鏡の私と主人公
「ひぇ……。」
そこには金髪青眼、淡い桃色の唇と頬。
パッチリとした二重にスッと通った鼻筋。
誰もが認める、輝くような美貌を持った少女がいた。
しかし、私はホーリーに会った時よりも驚かなかった。
何故なら私は先程からのシチュエーションにより気づいてしまったのだ。
「……。」
ここは、私のどハマりしていた乙女ゲーの世界。
私はその主人公になってしまったということ。
「っ…。」
鏡の少女が薄笑いを浮かべた。
『これは……勝ち組なのではっ!?』
主人公、ということは対象キャラを攻略できるということだ。
この頃悪役令嬢に転生とか多いし、これは結構ラッキーなのでは!?
私が悪役令嬢なら秒速で殺されてるだろうし……
別にホーリーは興味ないのだが、これは推しと報われる可能性があるってこと、だよね!?

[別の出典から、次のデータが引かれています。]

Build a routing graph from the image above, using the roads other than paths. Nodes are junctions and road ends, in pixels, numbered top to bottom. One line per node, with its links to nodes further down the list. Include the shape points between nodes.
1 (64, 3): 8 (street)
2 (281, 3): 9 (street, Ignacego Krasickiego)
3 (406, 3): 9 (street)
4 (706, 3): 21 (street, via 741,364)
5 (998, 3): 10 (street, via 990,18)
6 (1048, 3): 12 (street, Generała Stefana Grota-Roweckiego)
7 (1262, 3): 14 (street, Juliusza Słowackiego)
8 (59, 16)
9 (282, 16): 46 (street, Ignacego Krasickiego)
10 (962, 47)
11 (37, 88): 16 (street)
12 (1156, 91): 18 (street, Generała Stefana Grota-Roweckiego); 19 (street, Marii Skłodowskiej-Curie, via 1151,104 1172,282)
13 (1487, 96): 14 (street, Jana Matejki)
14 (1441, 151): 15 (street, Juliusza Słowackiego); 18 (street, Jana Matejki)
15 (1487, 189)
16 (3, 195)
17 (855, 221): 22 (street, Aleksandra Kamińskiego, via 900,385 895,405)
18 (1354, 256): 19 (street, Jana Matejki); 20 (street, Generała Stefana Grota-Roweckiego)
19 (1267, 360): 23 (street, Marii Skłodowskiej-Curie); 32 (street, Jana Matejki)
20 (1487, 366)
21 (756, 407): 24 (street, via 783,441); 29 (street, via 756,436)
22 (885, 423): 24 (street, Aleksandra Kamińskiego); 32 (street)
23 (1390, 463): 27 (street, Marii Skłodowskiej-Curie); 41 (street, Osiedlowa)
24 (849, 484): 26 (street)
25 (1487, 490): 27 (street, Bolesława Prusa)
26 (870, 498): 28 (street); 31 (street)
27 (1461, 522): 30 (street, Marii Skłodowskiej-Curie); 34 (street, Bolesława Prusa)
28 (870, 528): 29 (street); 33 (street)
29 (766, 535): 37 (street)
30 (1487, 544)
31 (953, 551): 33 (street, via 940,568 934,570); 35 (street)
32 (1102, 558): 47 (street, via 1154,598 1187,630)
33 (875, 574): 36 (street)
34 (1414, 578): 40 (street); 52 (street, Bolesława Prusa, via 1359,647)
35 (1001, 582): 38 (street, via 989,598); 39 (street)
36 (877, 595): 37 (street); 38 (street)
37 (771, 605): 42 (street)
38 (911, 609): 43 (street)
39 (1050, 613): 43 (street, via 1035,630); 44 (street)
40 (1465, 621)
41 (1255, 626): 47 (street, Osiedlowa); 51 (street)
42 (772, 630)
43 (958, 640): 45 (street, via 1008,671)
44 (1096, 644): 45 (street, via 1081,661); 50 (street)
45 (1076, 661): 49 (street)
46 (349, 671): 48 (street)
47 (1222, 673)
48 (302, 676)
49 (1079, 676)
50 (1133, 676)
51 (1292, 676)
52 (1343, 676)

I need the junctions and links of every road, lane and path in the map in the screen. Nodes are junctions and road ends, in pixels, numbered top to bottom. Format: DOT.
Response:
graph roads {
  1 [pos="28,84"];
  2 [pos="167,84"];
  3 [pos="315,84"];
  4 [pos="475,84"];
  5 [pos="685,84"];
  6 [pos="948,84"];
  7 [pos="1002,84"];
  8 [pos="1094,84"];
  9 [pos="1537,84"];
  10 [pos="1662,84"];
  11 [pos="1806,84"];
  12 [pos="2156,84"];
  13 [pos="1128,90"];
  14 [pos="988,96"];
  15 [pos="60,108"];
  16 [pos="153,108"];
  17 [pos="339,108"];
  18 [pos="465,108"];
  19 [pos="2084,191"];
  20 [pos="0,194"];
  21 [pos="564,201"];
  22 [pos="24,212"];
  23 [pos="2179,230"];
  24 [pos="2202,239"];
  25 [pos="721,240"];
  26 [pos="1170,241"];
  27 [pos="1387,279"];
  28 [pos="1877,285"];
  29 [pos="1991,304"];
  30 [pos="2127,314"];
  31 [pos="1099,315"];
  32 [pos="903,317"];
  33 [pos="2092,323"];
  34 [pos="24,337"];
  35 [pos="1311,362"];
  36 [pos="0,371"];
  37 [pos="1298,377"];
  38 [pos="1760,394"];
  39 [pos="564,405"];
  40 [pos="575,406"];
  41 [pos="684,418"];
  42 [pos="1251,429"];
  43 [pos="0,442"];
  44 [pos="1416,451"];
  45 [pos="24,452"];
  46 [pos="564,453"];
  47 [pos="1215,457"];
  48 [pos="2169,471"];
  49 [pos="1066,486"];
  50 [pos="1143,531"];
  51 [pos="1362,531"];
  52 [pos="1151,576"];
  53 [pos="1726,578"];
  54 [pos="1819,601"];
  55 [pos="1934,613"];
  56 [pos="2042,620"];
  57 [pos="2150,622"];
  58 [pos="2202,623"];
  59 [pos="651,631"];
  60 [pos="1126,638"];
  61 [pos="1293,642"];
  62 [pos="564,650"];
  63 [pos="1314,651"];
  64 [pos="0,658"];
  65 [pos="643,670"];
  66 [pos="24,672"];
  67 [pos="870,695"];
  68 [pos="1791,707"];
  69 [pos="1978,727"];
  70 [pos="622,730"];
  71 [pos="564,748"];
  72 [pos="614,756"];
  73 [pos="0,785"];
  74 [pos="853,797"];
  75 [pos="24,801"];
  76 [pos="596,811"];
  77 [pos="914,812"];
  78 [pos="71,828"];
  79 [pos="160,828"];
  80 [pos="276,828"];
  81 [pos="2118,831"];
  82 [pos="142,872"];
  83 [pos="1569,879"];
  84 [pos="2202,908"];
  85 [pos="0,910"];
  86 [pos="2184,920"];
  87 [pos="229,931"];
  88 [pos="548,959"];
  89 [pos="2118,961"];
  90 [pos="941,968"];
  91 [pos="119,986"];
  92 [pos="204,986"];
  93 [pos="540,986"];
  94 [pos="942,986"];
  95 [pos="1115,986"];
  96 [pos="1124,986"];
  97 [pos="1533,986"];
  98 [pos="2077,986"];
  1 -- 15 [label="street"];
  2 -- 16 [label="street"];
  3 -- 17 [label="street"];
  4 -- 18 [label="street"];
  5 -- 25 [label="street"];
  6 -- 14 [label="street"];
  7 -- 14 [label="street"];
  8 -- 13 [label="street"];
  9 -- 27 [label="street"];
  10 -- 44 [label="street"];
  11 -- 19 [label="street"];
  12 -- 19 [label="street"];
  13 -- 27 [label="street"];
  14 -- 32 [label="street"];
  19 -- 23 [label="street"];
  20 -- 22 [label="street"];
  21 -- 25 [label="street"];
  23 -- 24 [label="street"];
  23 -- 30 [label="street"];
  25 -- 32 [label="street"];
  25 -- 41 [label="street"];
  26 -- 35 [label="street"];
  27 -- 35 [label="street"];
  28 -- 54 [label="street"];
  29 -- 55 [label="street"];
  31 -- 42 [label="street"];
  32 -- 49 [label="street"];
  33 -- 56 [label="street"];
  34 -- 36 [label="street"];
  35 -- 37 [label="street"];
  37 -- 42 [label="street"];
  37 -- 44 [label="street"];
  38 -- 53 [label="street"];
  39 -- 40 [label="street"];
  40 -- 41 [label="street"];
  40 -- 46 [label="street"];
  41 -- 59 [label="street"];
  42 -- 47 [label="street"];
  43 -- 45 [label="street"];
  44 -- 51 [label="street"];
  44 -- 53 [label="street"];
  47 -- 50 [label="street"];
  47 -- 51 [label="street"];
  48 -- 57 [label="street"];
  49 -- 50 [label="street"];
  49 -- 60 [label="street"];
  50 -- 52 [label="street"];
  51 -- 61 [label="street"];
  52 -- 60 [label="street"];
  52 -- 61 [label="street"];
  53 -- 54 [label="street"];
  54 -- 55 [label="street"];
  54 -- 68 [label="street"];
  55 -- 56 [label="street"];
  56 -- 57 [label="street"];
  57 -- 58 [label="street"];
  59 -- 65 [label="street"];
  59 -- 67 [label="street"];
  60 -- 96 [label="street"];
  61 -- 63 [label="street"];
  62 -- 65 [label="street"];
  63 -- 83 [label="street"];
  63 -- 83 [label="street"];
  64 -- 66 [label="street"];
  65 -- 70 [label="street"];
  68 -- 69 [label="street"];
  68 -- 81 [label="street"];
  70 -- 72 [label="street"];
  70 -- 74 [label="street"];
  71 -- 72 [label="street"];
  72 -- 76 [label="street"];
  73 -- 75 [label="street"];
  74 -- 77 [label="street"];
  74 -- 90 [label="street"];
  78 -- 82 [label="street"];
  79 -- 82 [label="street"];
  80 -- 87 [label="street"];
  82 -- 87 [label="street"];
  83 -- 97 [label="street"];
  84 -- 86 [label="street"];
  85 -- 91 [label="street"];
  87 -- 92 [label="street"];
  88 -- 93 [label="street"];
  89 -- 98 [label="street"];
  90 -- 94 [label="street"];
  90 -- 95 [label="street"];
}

そっと鏡の下に置かれていた洗面器の水をすくい、顔を洗った。
冷水にさらされた顔が夢じゃないと叫んでいる。
そう。夢じゃない。私はここから乙ゲーの主人公、【リリィ・モスティーラ】として生きていかなければいけないんだ。
そう思うと一層顔が引き締まったような気がする。私はもう一度洗面器の水を顔にかけた。
すると。
「お嬢様。」
「……っ!?ゲッホゴッホッ」
横からの唐突な声に、私は咳き込んだ。